Hongrie, juin 2016

Franco-polonaise, un savant folklore

E

n 1965, Martha Argerich, la « lionne argentine », remporte le prestigieux Concours International Chopin, qui se déroule tous les cinq ans à Varsovie, depuis 1927. Ce qui est moins connu, c’est qu’elle emporte également le prix de la Meilleure Interprétation d’une Mazurka (ainsi que celui du public). Gagner le Premier Prix, c’est à coup sûr avoir subjugué le monde. Mais repartir en reine de la Mazurka, c’est avoir touché l’âme polonaise.

Les Mazurkas sont à l’origine des danses traditionnelles de Pologne, nées dans la région de Varsovie. L’inimaginable difficulté du jeu d’une Mazurka chopinienne tient au cadre statique de la notation musicale, figée dans des mesures découpées en temps égaux, alors que le jeu d’une Mazurka exige du mouvement, un tempo et un rythme inégal qui reflètent la nature physique et vivante de la danse. Ce qui ne s’écrit pas sur la portée, mais qui contient tout le caractère du morceau. Il faut délivrer un phrasé qui inclut des accents et des inflexions, des rubato (durée volée – accélération ou ralentissement à l’appréciation de l’interprète – qui doit en principe être restituée à un moment ou à un autre), à des endroits qui ne sont pas indiqués sur la partition. Que ceux-là soient joués au mauvais moment, et la phrase devient incompréhensible. C’est exactement comme de deviner, en lisant un texte, où se placent les accents toniques d’une langue sans l’avoir entendue parlée ; quasi impossible sans une connaissance profonde de l’histoire des langues.

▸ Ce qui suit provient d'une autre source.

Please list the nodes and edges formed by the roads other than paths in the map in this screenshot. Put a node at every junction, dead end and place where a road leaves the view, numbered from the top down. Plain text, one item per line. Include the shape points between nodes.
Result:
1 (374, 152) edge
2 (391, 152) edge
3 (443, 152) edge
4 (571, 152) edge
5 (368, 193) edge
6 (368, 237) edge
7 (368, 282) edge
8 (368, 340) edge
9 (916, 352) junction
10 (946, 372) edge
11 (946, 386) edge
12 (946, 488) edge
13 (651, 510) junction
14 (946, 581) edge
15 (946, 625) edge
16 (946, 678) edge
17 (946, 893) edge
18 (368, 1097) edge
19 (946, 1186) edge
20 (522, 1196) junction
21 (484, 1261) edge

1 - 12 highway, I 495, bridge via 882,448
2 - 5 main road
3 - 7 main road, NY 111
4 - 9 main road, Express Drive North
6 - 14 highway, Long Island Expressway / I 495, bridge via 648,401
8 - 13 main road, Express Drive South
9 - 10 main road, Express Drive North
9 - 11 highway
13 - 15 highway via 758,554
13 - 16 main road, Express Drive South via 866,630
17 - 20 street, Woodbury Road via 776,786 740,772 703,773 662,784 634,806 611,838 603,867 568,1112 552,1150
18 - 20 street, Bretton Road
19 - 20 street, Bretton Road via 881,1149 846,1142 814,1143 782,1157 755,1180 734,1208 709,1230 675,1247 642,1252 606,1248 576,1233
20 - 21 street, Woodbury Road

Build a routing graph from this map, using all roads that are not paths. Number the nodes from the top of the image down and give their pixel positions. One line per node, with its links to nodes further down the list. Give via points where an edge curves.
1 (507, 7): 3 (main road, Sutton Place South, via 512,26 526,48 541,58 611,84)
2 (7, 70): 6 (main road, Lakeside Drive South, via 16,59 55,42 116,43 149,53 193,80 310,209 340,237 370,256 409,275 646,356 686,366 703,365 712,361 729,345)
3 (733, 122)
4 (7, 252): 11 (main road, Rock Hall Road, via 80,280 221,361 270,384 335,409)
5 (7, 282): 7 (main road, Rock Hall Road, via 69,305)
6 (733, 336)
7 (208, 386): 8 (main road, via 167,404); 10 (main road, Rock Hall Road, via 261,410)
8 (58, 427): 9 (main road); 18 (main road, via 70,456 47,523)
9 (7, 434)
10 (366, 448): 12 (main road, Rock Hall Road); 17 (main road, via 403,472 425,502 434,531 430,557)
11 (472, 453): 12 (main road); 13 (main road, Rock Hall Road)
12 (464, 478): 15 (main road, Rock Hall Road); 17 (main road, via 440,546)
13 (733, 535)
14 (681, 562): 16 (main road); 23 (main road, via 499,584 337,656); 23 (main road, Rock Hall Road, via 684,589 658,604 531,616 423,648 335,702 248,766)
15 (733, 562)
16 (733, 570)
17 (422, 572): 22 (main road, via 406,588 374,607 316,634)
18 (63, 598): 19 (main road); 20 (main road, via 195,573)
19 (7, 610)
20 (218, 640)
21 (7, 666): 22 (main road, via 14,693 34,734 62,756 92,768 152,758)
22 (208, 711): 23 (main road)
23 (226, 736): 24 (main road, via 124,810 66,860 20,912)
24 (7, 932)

La particularité de ces pièces pour piano est aussi de réussir à incorporer à une nouvelle structure (en passe de devenir canonique) une matière folklorique codifiée, dans un style si unique qu’on peut en deviner immédiatement l’auteur à l’écoute. C’est toute l’histoire de la musique dite savante, un domaine du corpus musical mondial que les musicologues divisent en une triade populaire, traditionnelle et savante. Mais n’est-ce pas aussi l’histoire de toute culture vivante ? Ainsi que le montre chaque jour un peu plus le voyage, l’identité culturelle est un jeu d’incorporations et de traductions, un processus d’articulation, dans des récits communs et uniques, d’une somme d’éléments historiques endogènes et exogènes à un territoire et aux peuples qui l’habitent. Le génie d’un compositeur comme Chopin, qui renouvelle les codes d’un tel récit musical, est de développer une idiosyncrasie qui transcende l’hétérogénéité initiale, à tel point que l’oeuvre est, à son tour, revendiquée comme un élément fort de l’identité culturelle spécifique d’un peuple, tout en parlant universellement. Une fois celle-là élevée au rang de trésor national, s’ouvre une troisième phase d’effervescence historique, celle de l’interprétation et de la continuation du nouveau traditionnel.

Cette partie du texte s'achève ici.